> _People photos with keypoints_:
____________
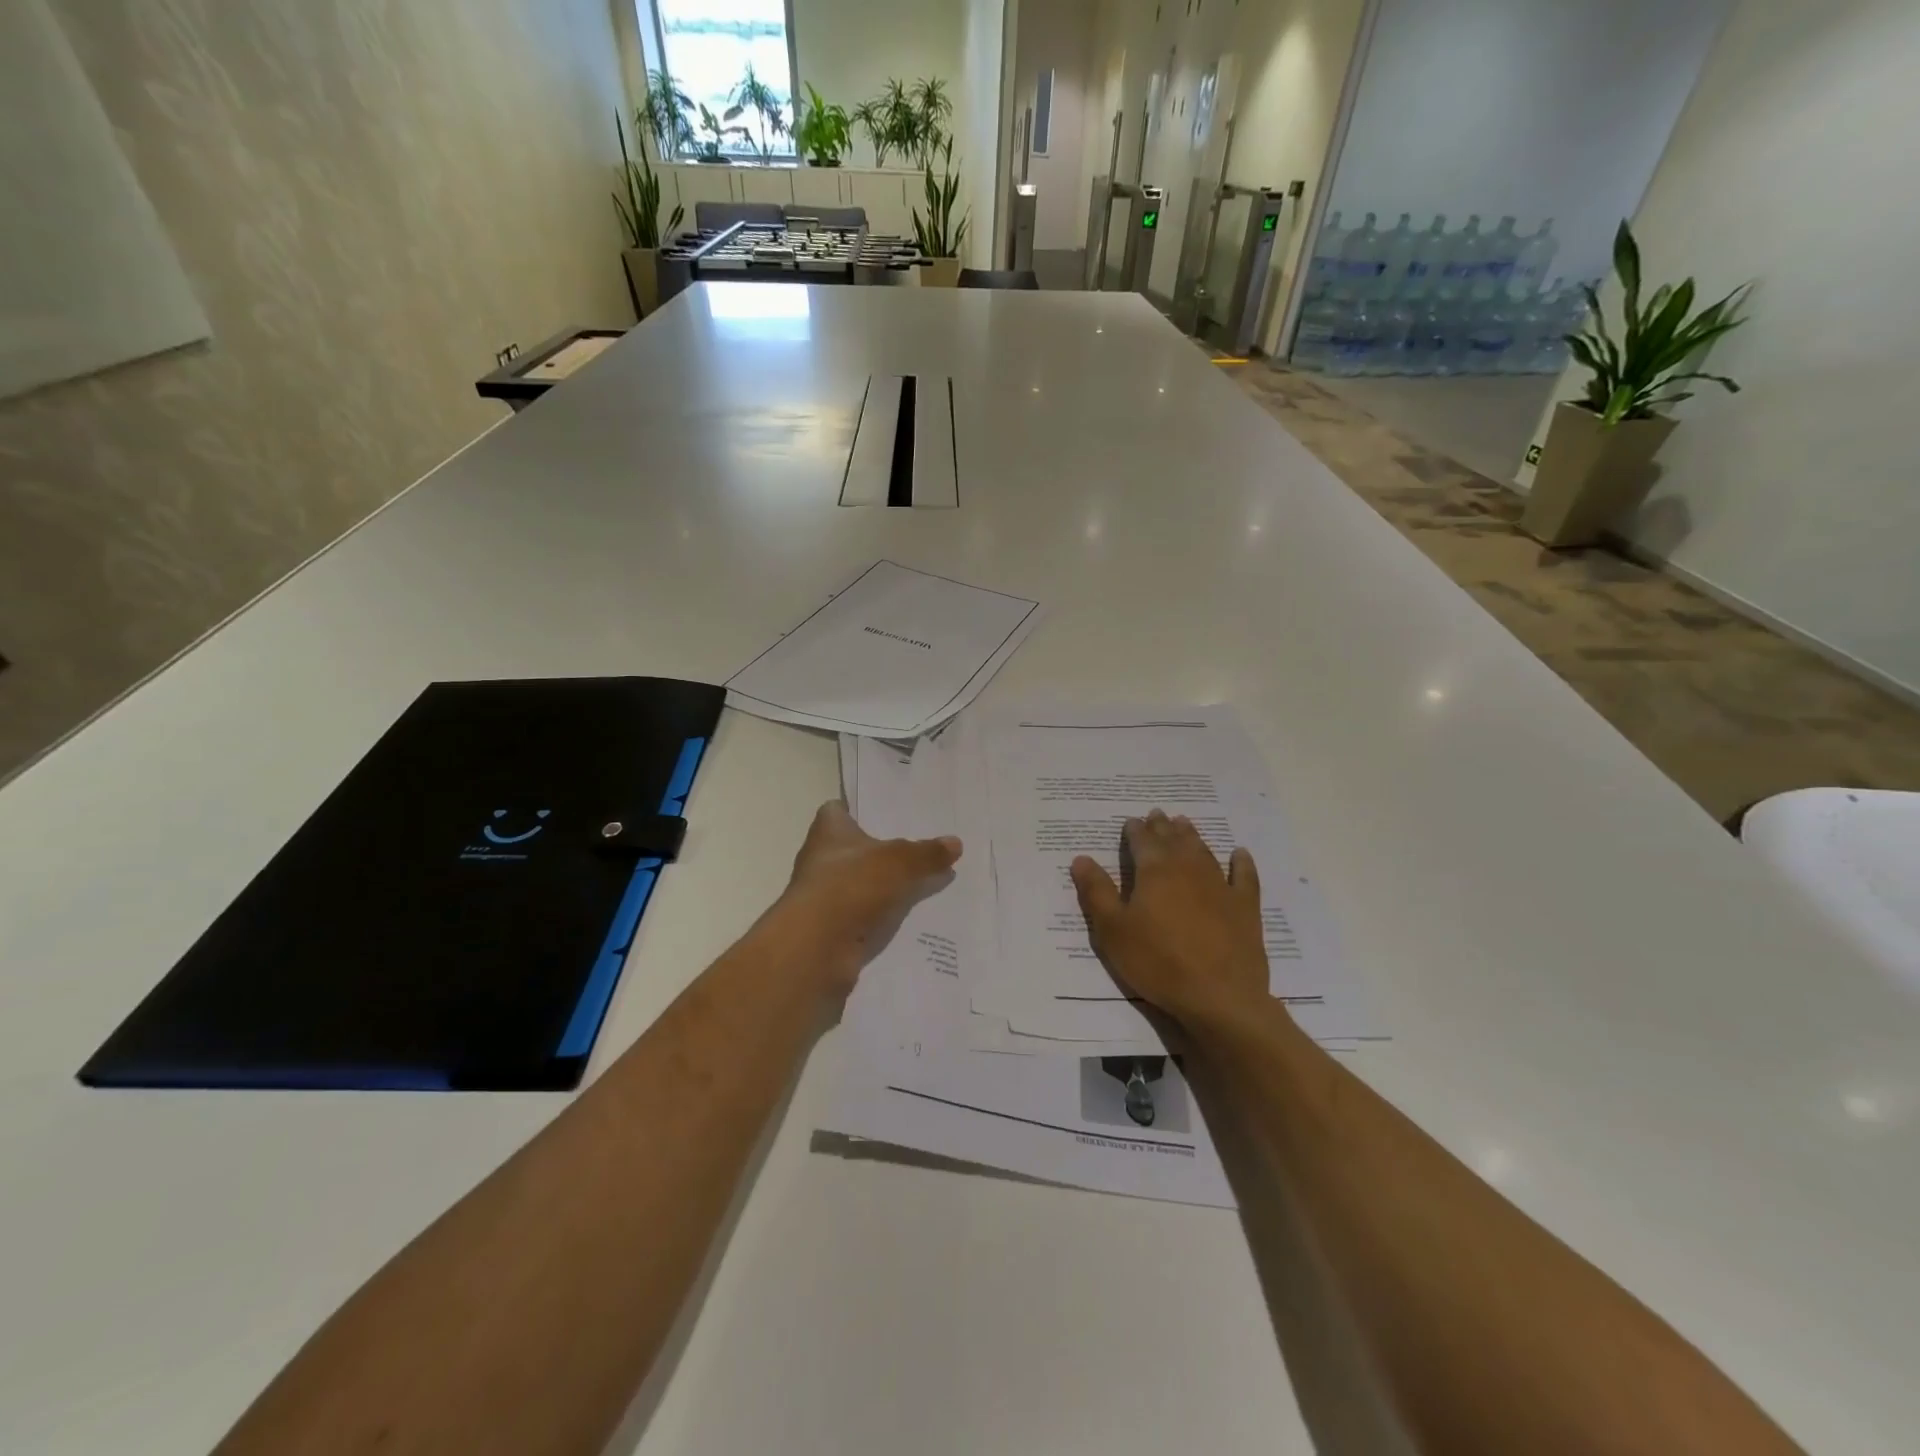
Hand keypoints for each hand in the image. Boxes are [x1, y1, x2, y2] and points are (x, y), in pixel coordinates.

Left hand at [774, 801, 961, 995]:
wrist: (817, 948)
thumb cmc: (851, 885)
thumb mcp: (899, 862)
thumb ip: (927, 852)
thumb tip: (955, 843)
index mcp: (828, 831)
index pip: (838, 810)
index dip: (860, 809)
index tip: (888, 811)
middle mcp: (822, 859)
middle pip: (856, 848)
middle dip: (885, 849)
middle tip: (924, 845)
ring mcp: (827, 895)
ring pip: (863, 883)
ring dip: (887, 885)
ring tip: (928, 879)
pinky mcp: (835, 927)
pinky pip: (867, 914)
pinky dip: (885, 916)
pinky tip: (915, 916)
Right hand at [1071, 811, 1268, 1033]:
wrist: (1219, 996)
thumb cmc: (1157, 962)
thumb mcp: (1113, 930)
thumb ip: (1097, 891)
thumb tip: (1081, 857)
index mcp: (1154, 871)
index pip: (1142, 841)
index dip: (1134, 830)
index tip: (1130, 822)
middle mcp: (1188, 868)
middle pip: (1173, 839)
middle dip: (1162, 826)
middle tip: (1157, 814)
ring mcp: (1220, 886)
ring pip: (1203, 851)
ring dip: (1192, 836)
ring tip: (1185, 824)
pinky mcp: (1245, 907)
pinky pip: (1244, 876)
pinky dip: (1241, 862)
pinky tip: (1239, 854)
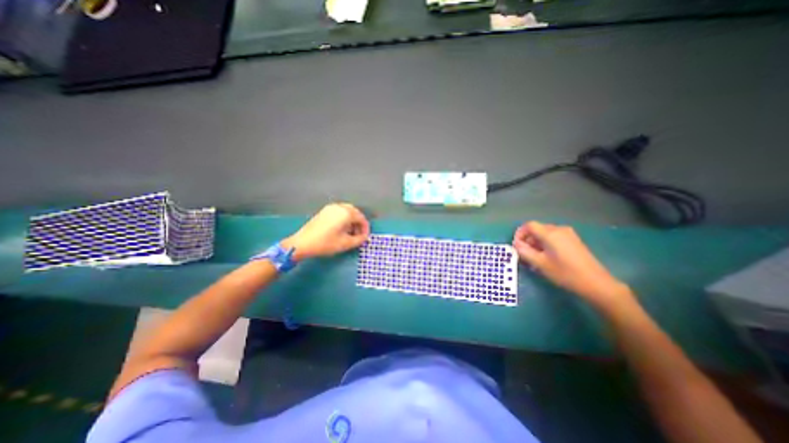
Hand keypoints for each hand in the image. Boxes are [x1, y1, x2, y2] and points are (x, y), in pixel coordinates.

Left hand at [282, 203, 372, 260]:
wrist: (302, 243)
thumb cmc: (326, 243)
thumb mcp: (346, 243)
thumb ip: (359, 239)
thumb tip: (364, 237)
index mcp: (346, 213)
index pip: (361, 218)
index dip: (365, 228)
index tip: (365, 237)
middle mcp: (339, 207)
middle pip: (355, 213)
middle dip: (359, 224)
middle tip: (359, 235)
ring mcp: (330, 208)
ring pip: (347, 212)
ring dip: (352, 221)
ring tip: (351, 233)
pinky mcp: (324, 211)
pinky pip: (339, 212)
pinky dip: (344, 219)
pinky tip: (342, 229)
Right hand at [511, 220, 633, 309]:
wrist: (596, 283)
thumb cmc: (565, 273)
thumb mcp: (539, 263)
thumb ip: (524, 251)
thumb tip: (516, 244)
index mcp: (550, 233)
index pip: (529, 225)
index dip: (519, 234)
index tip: (516, 246)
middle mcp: (559, 229)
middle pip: (537, 229)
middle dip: (527, 240)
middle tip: (524, 255)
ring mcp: (568, 234)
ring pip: (545, 234)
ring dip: (536, 243)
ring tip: (534, 258)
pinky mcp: (573, 241)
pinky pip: (554, 238)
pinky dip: (545, 245)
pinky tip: (546, 258)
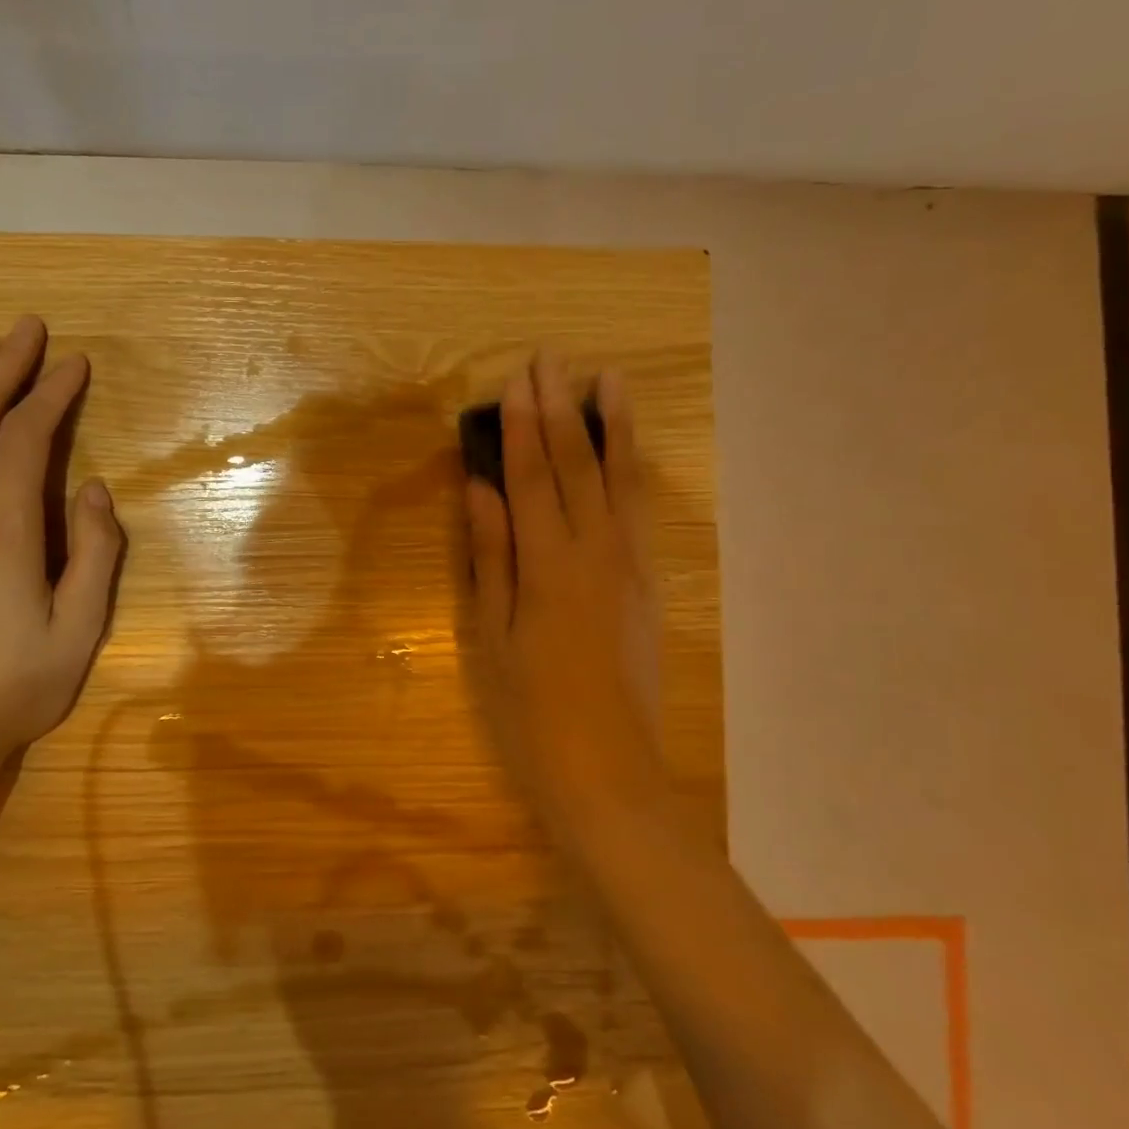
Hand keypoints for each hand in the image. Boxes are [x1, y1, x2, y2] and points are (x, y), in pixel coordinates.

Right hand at [464, 353, 668, 838]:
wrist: (608, 769)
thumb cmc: (530, 708)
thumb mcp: (491, 634)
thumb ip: (489, 555)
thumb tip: (480, 488)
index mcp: (549, 564)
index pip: (533, 476)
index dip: (523, 426)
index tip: (517, 380)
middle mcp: (597, 551)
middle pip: (578, 465)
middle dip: (563, 409)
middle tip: (552, 359)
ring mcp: (631, 566)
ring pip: (622, 481)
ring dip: (612, 427)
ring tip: (609, 380)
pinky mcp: (648, 584)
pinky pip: (640, 512)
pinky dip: (632, 472)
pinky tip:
____________
> _Assignment_: Your answer must be the records above, copied exactly, with no pictures.

> _Result of this exercise_:
Hand keypoints for each hand in the image. Boxes are [x1, y1, x2, y2] and points are (x, y), in pixel coordinates.

Left hand at [774, 801, 961, 995]:
wrist: (817, 948)
thumb cmc: (851, 885)
thumb mcp: (899, 862)
thumb ip: (927, 852)
thumb tip: (955, 843)
index mcp: (828, 831)
index pip: (838, 810)
index dip: (860, 809)
index tip: (888, 811)
middle mcp: (822, 859)
middle pip: (856, 848)
middle dip: (885, 849)
middle tip: (924, 845)
ring mcp: (827, 895)
ring pip: (863, 883)
ring dip: (887, 885)
ring tip: (928, 879)
pinky mcp: (835, 927)
pinky pip: (867, 914)
pinky dip: (885, 916)
pinky tip: (915, 916)
Right hand at [1071, 811, 1268, 1033]:
wrist: (1219, 996)
thumb cmc: (1157, 962)
thumb mcp: (1113, 930)
thumb ip: (1097, 891)
thumb tip: (1081, 857)
index mcp: (1154, 871)
index pip: (1142, 841)
index dip: (1134, 830)
index tip: (1130, 822)
middle mcp: (1188, 868)
middle pip: (1173, 839)
middle dip: (1162, 826)
middle tip: (1157, 814)
ring mcp: (1220, 886)
ring pip: (1203, 851)
ring dip: (1192, 836)
ring tip: (1185, 824)
pinky mcp: (1245, 907)
pinky pip: (1244, 876)
pinky dip: (1241, 862)
pinky tip: (1239, 854)
Hand keypoints for each hand in the image. Boxes are [x1, y1, x2, y2] and points are (x, y), in pixel coordinates.

Left hand at [282, 203, 372, 260]:
wrist: (302, 243)
thumb cmc: (326, 243)
thumb mcp: (346, 243)
thumb ip: (359, 239)
thumb tip: (364, 237)
index mcp: (346, 213)
index pip: (361, 218)
index dip: (365, 228)
index tip: (365, 237)
middle mcp: (339, 207)
middle pip: (355, 213)
middle dip: (359, 224)
middle tip: (359, 235)
ring mcp: (330, 208)
ring pip: (347, 212)
ring dip: (352, 221)
ring tip: (351, 233)
pinky mcp: (324, 211)
pinky pip: (339, 212)
pinky dip: (344, 219)
pinky tip: (342, 229)
Right hand at [511, 220, 633, 309]:
wrist: (596, 283)
thumb cmc: (565, 273)
thumb mcp: (539, 263)
thumb ip: (524, 251)
thumb tip: (516, 244)
index mcp: (550, 233)
index pip: (529, 225)
index dip: (519, 234)
index tip: (516, 246)
middle mcp: (559, 229)
middle pip: (537, 229)
middle dip: (527, 240)
middle tip: (524, 255)
ring mcp: (568, 234)
ring pip: (545, 234)
ring dip: (536, 243)
ring tip: (534, 258)
pinky mcp: (573, 241)
pinky pip: (554, 238)
pinky dip: (545, 245)
pinky tip: (546, 258)
Hand keypoints for each hand in the image. Boxes are [x1, y1, x2, y2] and points are (x, y), in pixel coordinates.

Right hand at [464, 353, 668, 838]:
wrist: (608, 769)
thumb cmc: (530, 708)
thumb mcp: (491, 634)
thumb ip: (489, 555)
thumb tip: (480, 488)
index mcp: (549, 564)
index pip: (533, 476)
index dip: (523, 426)
index tip: (517, 380)
middle mcp: (597, 551)
middle pip: (578, 465)
middle dip: (563, 409)
middle tip: (552, 359)
ring mcp: (631, 566)
ring pip: (622, 481)
ring dip: (612, 427)
ring tip: (609, 380)
pinky mcp: (648, 584)
pinky pip: (640, 512)
pinky dip: (632, 472)
pinky tip:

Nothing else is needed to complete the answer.